Growing up, my mom always told me that sometimes you would meet people in life, who were just not good for you. At a young age, I had no idea what she was talking about. How could someone not be good for you? Was it similar to how soda is bad for you? Or too many sweets? Yet, time and time again throughout the years, she would always remind me. Whenever I'd have disagreements with friends or couldn't understand why people would act a certain way around their friends, she was always there to tell me that that's just the way things work sometimes.
Toxic people seem to creep into your life without any warning. They can take many roles. A parent. A friend. A significant other. They are very often the person who you consider to be in your inner circle. At first, you don't notice their actions. You don't notice the negativity they bring whenever they're around. You don't notice the slips of comments that leave you feeling bad. How drama always seems to find its way to them. In the beginning, you just brush all of the signs off. Because they're them, they would never hurt you in any way. And before you know it, one day you notice it. You notice the way the sharp words leave their lips, targeted for anyone in the nearest vicinity. You become more aware of just how often they make you feel bad about yourself. And you realize that they're just someone you don't want to be around anymore.
While it's something that happens often, realizing someone in your life is toxic and ultimately dropping them, isn't all that easy. In fact, it's something that sometimes you'd rather not do. When you drop a toxic person from your life, it's more than just leaving a stranger in your past. You're leaving behind a friend. You're leaving behind a person that you've shared millions of memories and jokes with. All of the movie marathons watched, the snacks eaten and the horrible sing-alongs to the songs you loved the most. And once you leave that person behind, you're left with a hole that their presence once filled.

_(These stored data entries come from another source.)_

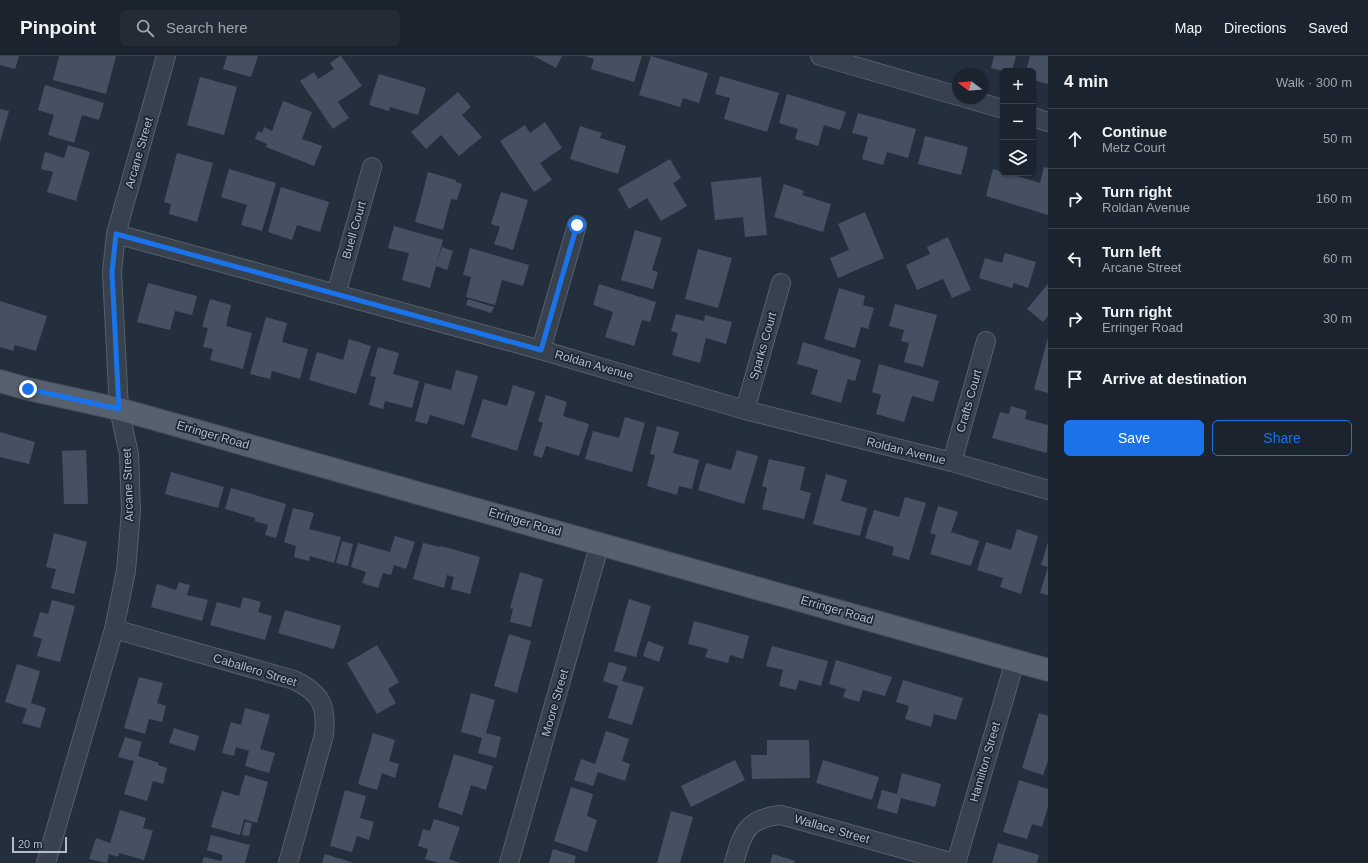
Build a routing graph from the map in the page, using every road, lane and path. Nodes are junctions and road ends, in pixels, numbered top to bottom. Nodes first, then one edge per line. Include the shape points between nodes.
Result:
1 (166, 56) edge
2 (820, 56) edge
3 (952, 94) edge
4 (986, 104) edge
5 (1000, 108) edge
6 (1036, 119) edge
7 (1048, 122) edge
8 (372, 166) dead end
9 (577, 225) dead end
10 (116, 234) junction
11 (781, 283) dead end
12 (336, 294) junction
13 (986, 341) dead end
14 (541, 350) junction
15 (0, 381) edge
16 (119, 409) junction
17 (745, 410) junction
18 (952, 462) junction
19 (1048, 490) edge
20 (600, 543) junction
21 (114, 629) junction
22 (1016, 661) junction
23 (1048, 670) edge
24 (46, 863) edge
25 (288, 863) edge
26 (509, 863) edge
27 (734, 863) edge
28 (955, 863) edge

1 - 10 street, Arcane Street
2 - 3 street
4 - 5 street
6 - 7 street
8 - 12 street, Buell Court
9 - 14 street
10 - 12 street, Roldan Avenue
10 - 16 street, Arcane Street via 112,272
11 - 17 street, Sparks Court
12 - 14 street, Roldan Avenue
13 - 18 street, Crafts Court
14 - 17 street, Roldan Avenue
15 - 16 main road, Erringer Road
16 - 20 main road, Erringer Road
16 - 21 street, Arcane Street via 129,454 131,511 126,571
17 - 18 street, Roldan Avenue
18 - 19 street, Roldan Avenue
20 - 22 main road, Erringer Road
20 - 26 street, Moore Street
21 - 24 street, Arcane Street
21 - 25 street, Caballero Street via 294,680 309,688 321,701 326,717 324,735
22 - 23 main road, Erringer Road
22 - 28 street, Hamilton Street
27 - 28 street, Wallace Street via 745,832 755,822 767,816 781,815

This can or cannot be a bad thing, it's all about how you choose to make it. You can either ponder on all of the reasons why they did the things they did or why you let them stick around long enough to let them have an effect on you. Or you can take a few minutes to think about it, and then never let it effect you ever again. You can pick up a new hobby. Go for a drive. Treat yourself to some ice cream. You can no longer live in that moment, and leave it in the past...where it belongs.
No matter the way you choose to deal with the empty space that the toxic person left behind, in the end, it will become full. You will no longer think about them. You'll barely remember the millions of the complaints. You won't give them a second thought when shouting along to the song that was your favorite. There will no longer be any empty space, for it will soon be full of all of the things you enjoy. Your new favorite movies. Your favorite books. That cute boy in your Lit class. Friends who love and embrace you for being you.
The most important thing to remember when dealing with removing toxic people from your life is to not feel guilty. The sun will still shine and life will continue to go on. And after all is said and done, you will thank yourself for letting go of the toxic people in your life. Not only will you be happier, but you'll feel better too. You're no longer being pulled down by the negative weight that was their friendship. You'll be free.